C&C was a Canadian company that dominated the North American sailboat industry for the next twenty years, with production facilities in three countries.   Through the generosity of Peter Milligan, her late owner, this Canadian sailing legend will be coming to her new home at the Marine Museum of the Great Lakes at Kingston this coming summer.

What were the keys to Red Jacket’s success? What made her unique, and what made her a legend? The answer to these questions lies in three areas – Design, Construction, and the People involved in her creation and campaigning.

The brains behind the creation of Red Jacket: George Cassian, George Cuthbertson, and Perry Connolly

Design

Red Jacket was designed in 1965 by the emerging yacht design firm of Cuthbertson & Cassian Ltd. of Port Credit, ON, for Canadian contractor Perry Connolly.

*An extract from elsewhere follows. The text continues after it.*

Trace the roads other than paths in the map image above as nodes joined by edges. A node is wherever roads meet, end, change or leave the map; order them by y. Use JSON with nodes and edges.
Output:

This firm was headed by young mechanical engineer, George Cuthbertson.

The legend is that between the 2nd and 3rd periods of a Toronto Maple Leafs hockey game, Connolly asked his good friend Cuthbertson to design the “meanest, hungriest, 40 footer afloat”. Cuthbertson and his associate George Cassian took that instruction to heart.

Her underwater profile utilized a separate keel and an all-movable spade rudder. This was in sharp contrast to the full keels with attached rudders that had persisted in offshore yacht design for too many years. This split configuration is now the norm, but in 1966 when she was launched, this was definitely avant-garde.

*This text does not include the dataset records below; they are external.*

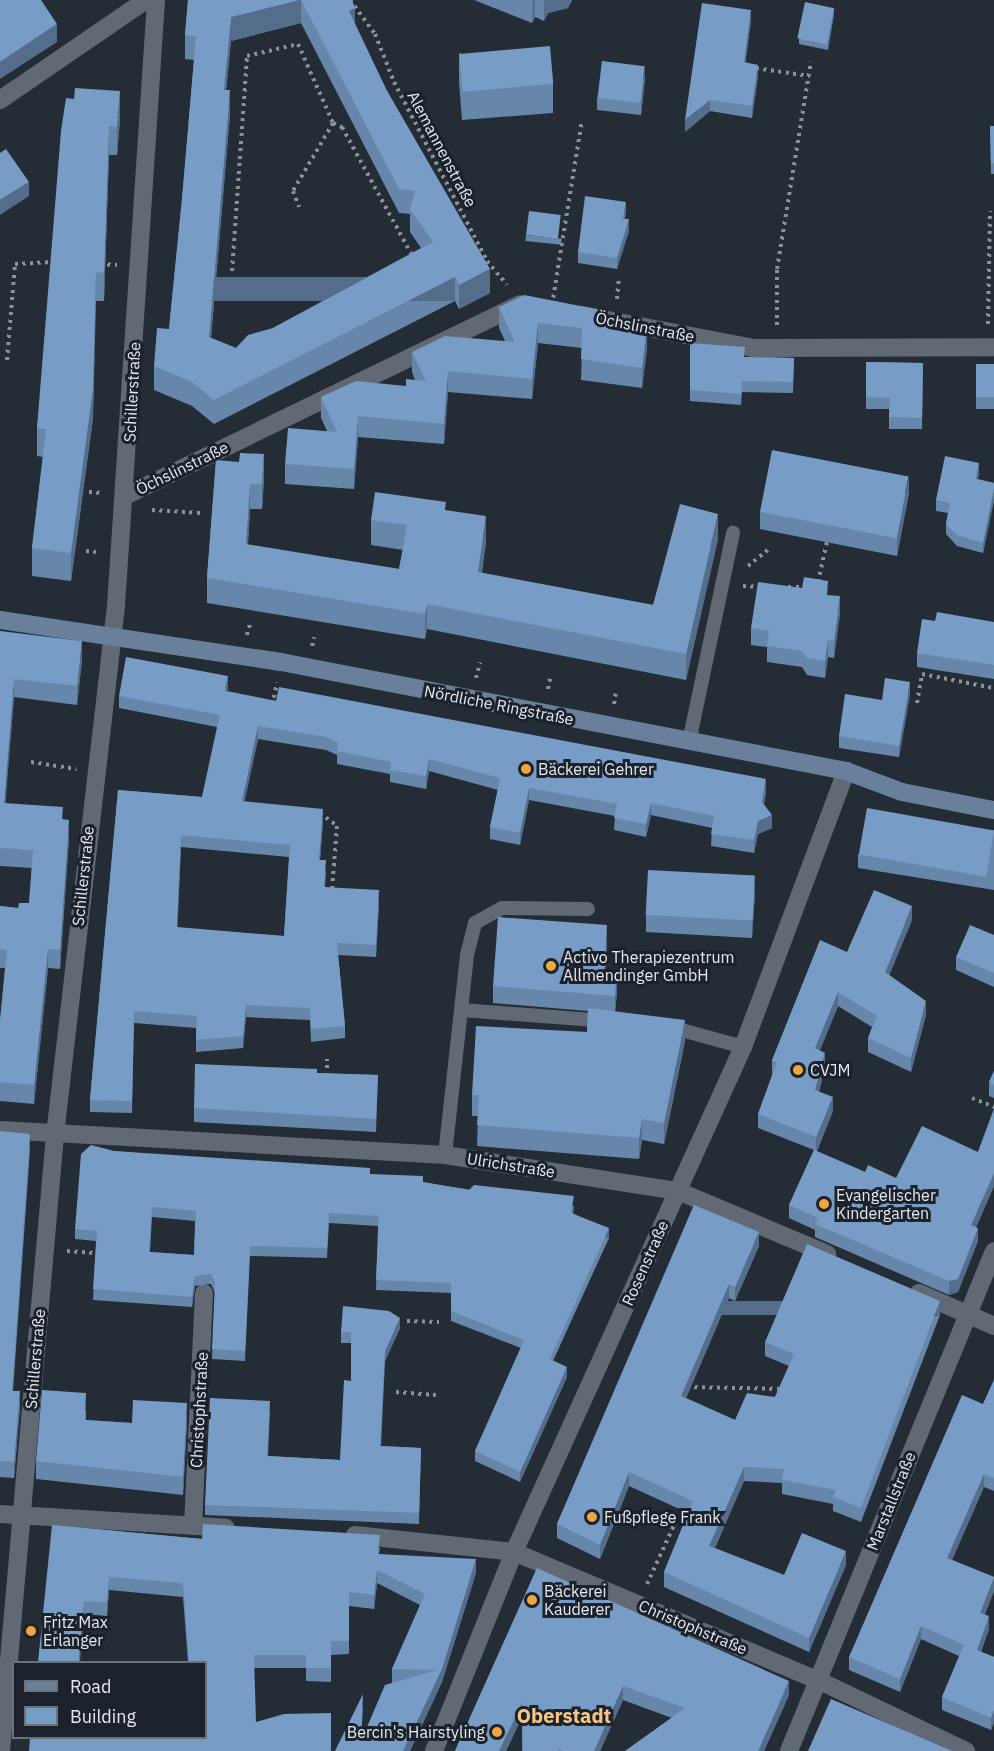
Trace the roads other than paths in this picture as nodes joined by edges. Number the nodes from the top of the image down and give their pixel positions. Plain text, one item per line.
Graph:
1 (146, 0) edge
2 (156, 0) edge
3 (0, 100) edge
4 (991, 346) edge
5 (125, 502) junction
6 (733, 533) dead end
7 (0, 620) edge
8 (113, 634) junction
9 (688, 742) junction
10 (846, 771) junction
11 (994, 810) edge
12 (588, 909) dead end
13 (461, 1010) junction
14 (624, 1023) edge
15 (647, 1025) edge
16 (743, 1047) junction
17 (0, 1130) edge
18 (56, 1136) junction
19 (445, 1155) junction
20 (678, 1191) junction
21 (994, 1251) edge
22 (849, 1263) edge
23 (902, 1286) edge
24 (204, 1293) dead end
25 (966, 1313) junction
26 (994, 1326) edge
27 (0, 1514) edge
28 (20, 1517) junction
29 (193, 1526) junction
30 (240, 1529) edge
31 (335, 1534) edge
32 (514, 1552) junction
33 (820, 1681) junction
34 (1, 1751) edge
35 (434, 1751) edge
36 (789, 1751) edge
37 (966, 1751) edge

1 - 3 street
2 - 5 street, Schillerstraße
4 - 5 street, Öchslinstraße
5 - 8 street, Schillerstraße
6 - 9 lane
7 - 8 street, Nördliche Ringstraße
8 - 9 street, Nördliche Ringstraße
8 - 18 street, Schillerstraße
9 - 10 street, Nördliche Ringstraße
10 - 11 street, Nördliche Ringstraße
10 - 16 street, Rosenstraße
12 - 13 lane
13 - 14 lane
13 - 19 lane
15 - 16 lane
16 - 20 street, Rosenstraße
17 - 18 street, Ulrichstraße
18 - 19 street, Ulrichstraße
18 - 28 street, Schillerstraße
19 - 20 street, Ulrichstraße
20 - 22 street, Ulrichstraße
20 - 32 street, Rosenstraße
21 - 25 street, Marstallstraße
23 - 25 street
24 - 29 street, Christophstraße
25 - 26 street
25 - 33 street, Marstallstraße
27 - 28 street
28 - 29 street
28 - 34 street, Schillerstraße
29 - 30 street
31 - 32 street, Christophstraße
32 - 33 street, Christophstraße
32 - 35 street, Rosenstraße
33 - 36 street, Marstallstraße
33 - 37 street, Christophstraße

The configuration greatly reduced her wetted surface, increased the efficiency of her “foils”, and improved maneuverability and control. Above the waterline, the focus was on weight reduction and improved efficiency. The weight reduction was particularly targeted to the ends of the hull, in order to reduce the pitching moment for a smoother sailing in waves. The traditional longer overhangs were reduced by utilizing a reverse transom aft and an aluminum “hair pin” bowsprit forward. The efficiency of the rig was improved by reducing drag with the use of internal shrouds that crossed internally to the other side of the mast.

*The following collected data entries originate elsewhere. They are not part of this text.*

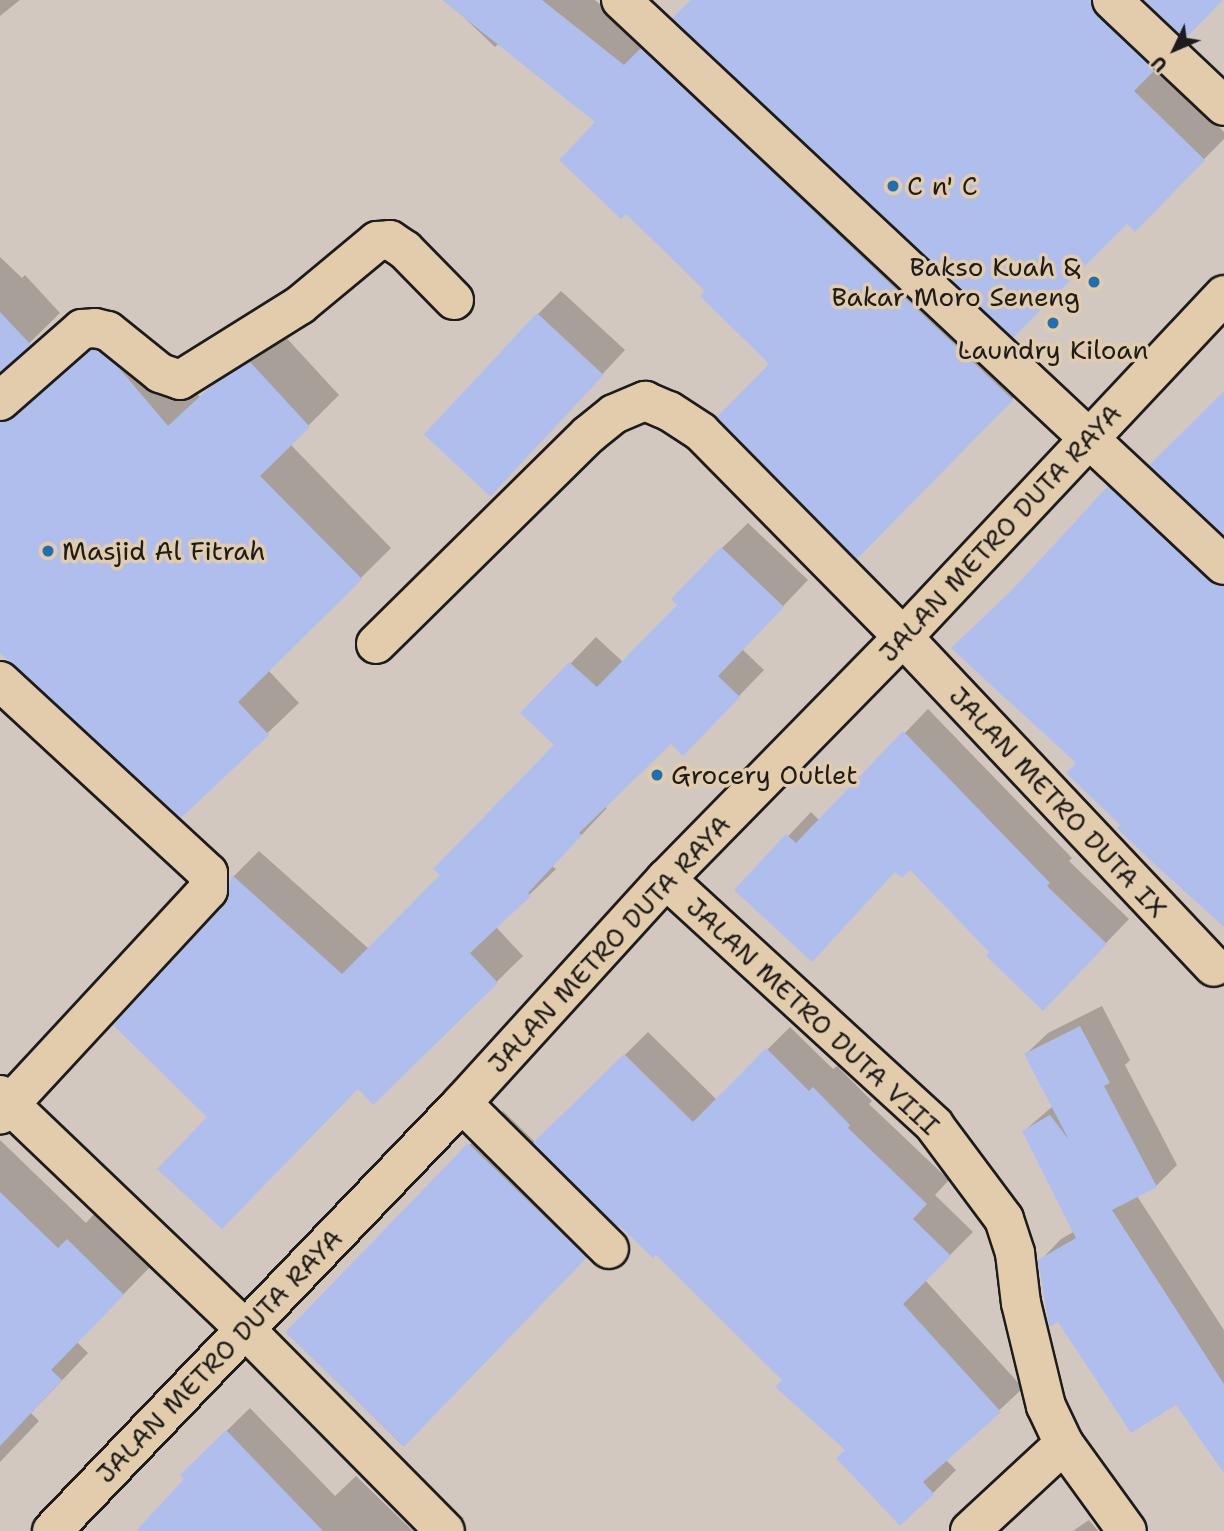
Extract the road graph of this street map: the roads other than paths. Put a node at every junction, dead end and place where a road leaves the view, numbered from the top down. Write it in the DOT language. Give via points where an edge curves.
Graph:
graph roads {
  1 [pos="621,0"];
  2 [pos="1112,0"];
  3 [pos="1224,106"];
  4 [pos="1224,295"];
  5 [pos="454,300"];
  6 [pos="0,401"];
  7 [pos="1088,439"];
  8 [pos="1224,565"];
  9 [pos="903,637"];
  10 [pos="376,644"];
  11 [pos="0,681"];
  12 [pos="666,879"];
  13 [pos="1214,967"];
  14 [pos="461,1104"];
  15 [pos="3,1105"];
  16 [pos="609,1250"];
  17 [pos="245,1329"];
  18 [pos="1064,1444"];
  19 [pos="51,1531"];
  20 [pos="445,1531"];
  21 [pos="970,1531"];
  22 [pos="1127,1531"];
  1 -- 7 [label="street"];
  2 -- 3 [label="street"];
  4 -- 7 [label="street, JALAN METRO DUTA RAYA"];
  5 -- 6 [label="street" via="405,250 390,240 377,241 300,305 180,380 160,373 107,331 82,329"];
  7 -- 8 [label="street"];
  7 -- 9 [label="street, JALAN METRO DUTA RAYA"];
  9 -- 10 [label="street, JALAN METRO DUTA IX" via="701,432 645,401 614,414 589,435"];
  9 -- 12 [label="street, JALAN METRO DUTA RAYA"];
  9 -- 13 [label="street, JALAN METRO DUTA IX"];
  11 -- 15 [label="street" via="208,873 208,890"];
  12 -- 14 [label="street, JALAN METRO DUTA RAYA"];
  12 -- 18 [label="street, JALAN METRO DUTA VIII" via="934,1125 1004,1219 1015,1252 1021,1303 1046,1406"];
  14 -- 16 [label="street"];
  14 -- 17 [label="street, JALAN METRO DUTA RAYA"];
  15 -- 17 [label="street"];
  17 -- 19 [label="street, JALAN METRO DUTA RAYA"];
  17 -- 20 [label="street"];
  18 -- 21 [label="street"];
  18 -- 22 [label="street, JALAN METRO DUTA VIII"];
}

Engine weight was reduced by installing a rotary Wankel engine, which ultimately proved unreliable in a marine environment. Weight was further reduced with the installation of a stark interior, with no accommodations forward of the mast to allow for better sail storage, and to further reduce the weight in the ends of the boat. And, of course, the ultimate way to save weight was in her choice of construction.

Construction

In 1966, the popular material choice for racing yacht construction was wood, steel, or aluminum. Early fiberglass was being used in smaller, higher volume production boats, but seldom in competitive, custom, one-off race yachts. Red Jacket turned that theory on its head by employing for the first time an engineered composite hull construction, which utilized a light-weight, end-grain balsa core, sandwiched between two load bearing, engineered fiberglass skins. This was the first time that this had been done in North America. Although unique at the time, sandwich cored construction soon became the norm in all performance composite structures, from aircraft to wind turbine blades. Indeed, the mammoth wind blades turning on Wolfe and Amherst Islands owe their very existence to the composite engineering theories and practices pioneered in Red Jacket. Keep in mind that this reduction in weight was achieved with a substantial increase in stiffness, but no loss in strength.  

This construction technique was so new in racing yacht construction that her builder, Erich Bruckmann, had never built a boat like this ever before. He would soon, however, become the master of the method and build some of the finest boats in the world, in the C&C Yachts Custom division.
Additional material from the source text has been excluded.